(Collected data)

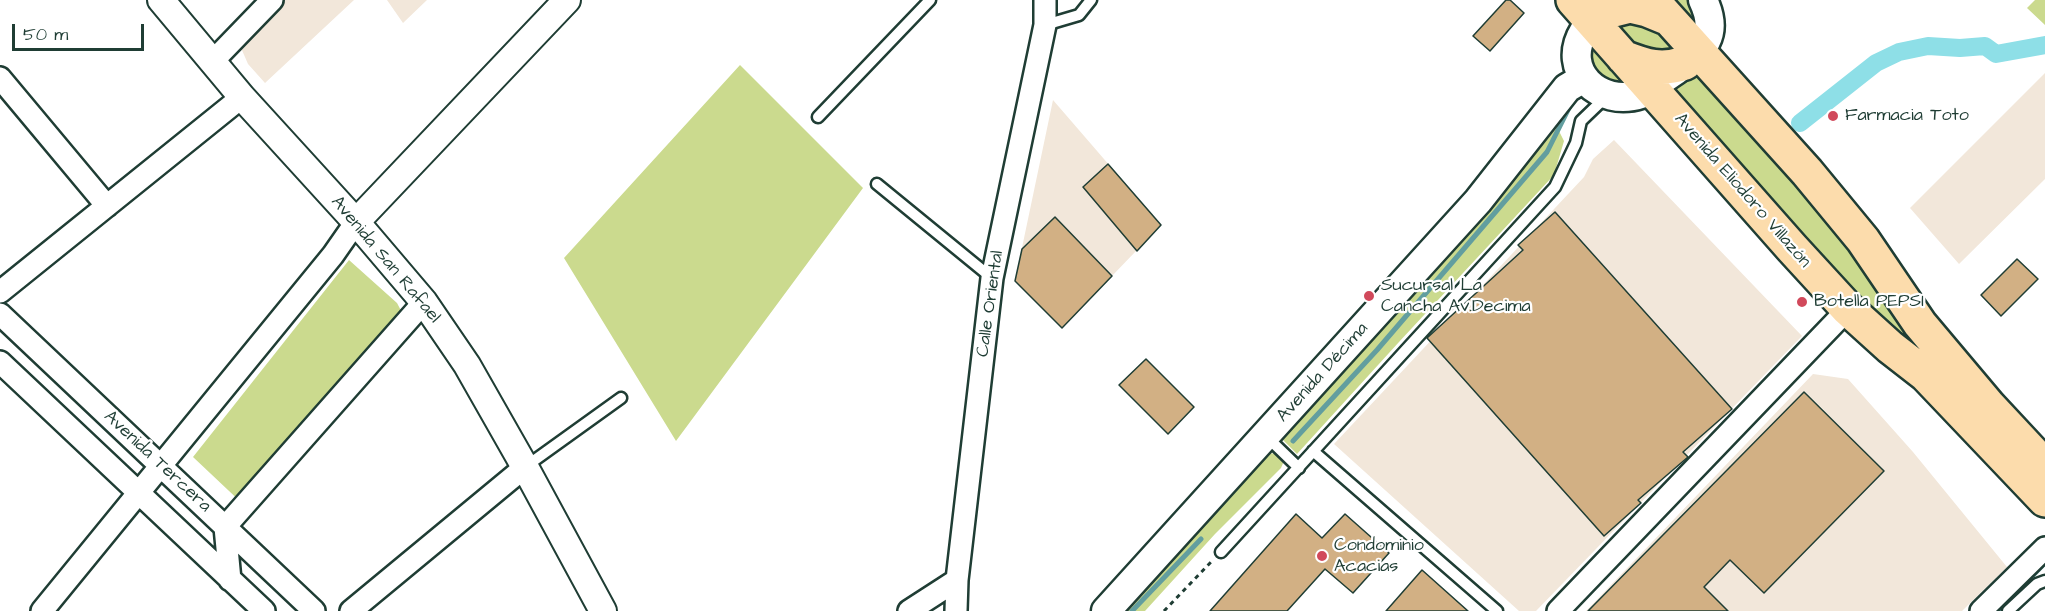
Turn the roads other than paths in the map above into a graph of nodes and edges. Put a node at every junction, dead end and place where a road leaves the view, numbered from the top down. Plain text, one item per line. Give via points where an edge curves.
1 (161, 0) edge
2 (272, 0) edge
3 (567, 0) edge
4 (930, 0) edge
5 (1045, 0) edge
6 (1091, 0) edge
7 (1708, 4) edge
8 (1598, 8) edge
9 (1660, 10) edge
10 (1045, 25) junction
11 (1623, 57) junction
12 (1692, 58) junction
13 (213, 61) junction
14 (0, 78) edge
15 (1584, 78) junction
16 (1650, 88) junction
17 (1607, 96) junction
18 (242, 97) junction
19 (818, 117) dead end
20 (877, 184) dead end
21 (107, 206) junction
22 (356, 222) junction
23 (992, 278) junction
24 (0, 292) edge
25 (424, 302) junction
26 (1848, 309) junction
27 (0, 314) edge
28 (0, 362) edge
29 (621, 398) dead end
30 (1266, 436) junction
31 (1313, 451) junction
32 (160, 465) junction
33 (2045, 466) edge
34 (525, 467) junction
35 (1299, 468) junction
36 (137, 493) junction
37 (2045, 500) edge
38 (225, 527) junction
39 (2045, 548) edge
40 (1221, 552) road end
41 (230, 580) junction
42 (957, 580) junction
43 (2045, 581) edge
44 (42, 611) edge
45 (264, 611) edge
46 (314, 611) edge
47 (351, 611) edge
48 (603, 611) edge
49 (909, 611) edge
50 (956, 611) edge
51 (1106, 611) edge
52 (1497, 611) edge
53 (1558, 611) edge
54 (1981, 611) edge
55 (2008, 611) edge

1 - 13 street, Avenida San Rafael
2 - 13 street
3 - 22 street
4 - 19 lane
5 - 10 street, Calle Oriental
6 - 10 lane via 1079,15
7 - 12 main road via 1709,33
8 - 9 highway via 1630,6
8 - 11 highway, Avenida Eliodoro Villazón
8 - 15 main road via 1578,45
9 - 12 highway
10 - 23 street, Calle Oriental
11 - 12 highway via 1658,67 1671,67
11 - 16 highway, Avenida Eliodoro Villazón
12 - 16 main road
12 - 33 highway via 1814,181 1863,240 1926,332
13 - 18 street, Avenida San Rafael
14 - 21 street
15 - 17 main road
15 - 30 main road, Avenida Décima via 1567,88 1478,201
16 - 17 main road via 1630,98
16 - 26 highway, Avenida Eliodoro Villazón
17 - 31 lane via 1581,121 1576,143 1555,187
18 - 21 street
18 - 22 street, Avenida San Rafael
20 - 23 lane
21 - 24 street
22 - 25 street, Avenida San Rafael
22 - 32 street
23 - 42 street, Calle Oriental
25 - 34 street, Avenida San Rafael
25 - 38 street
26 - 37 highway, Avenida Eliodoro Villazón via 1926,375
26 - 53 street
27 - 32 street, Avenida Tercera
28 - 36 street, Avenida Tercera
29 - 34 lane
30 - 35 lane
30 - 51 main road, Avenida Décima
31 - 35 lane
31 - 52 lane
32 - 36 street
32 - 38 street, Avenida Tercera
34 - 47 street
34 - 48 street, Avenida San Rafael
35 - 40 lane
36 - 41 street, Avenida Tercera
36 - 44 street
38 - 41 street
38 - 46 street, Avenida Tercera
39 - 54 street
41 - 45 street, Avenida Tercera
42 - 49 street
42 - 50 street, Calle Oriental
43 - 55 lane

▶ **What the exercise asks**
Write out every line from the entries where "lane" appears.

▶ **Task result**
4 - 19 lane
6 - 10 lane via 1079,15
17 - 31 lane via 1581,121 1576,143 1555,187
20 - 23 lane
29 - 34 lane
30 - 35 lane
31 - 35 lane
31 - 52 lane
35 - 40 lane
43 - 55 lane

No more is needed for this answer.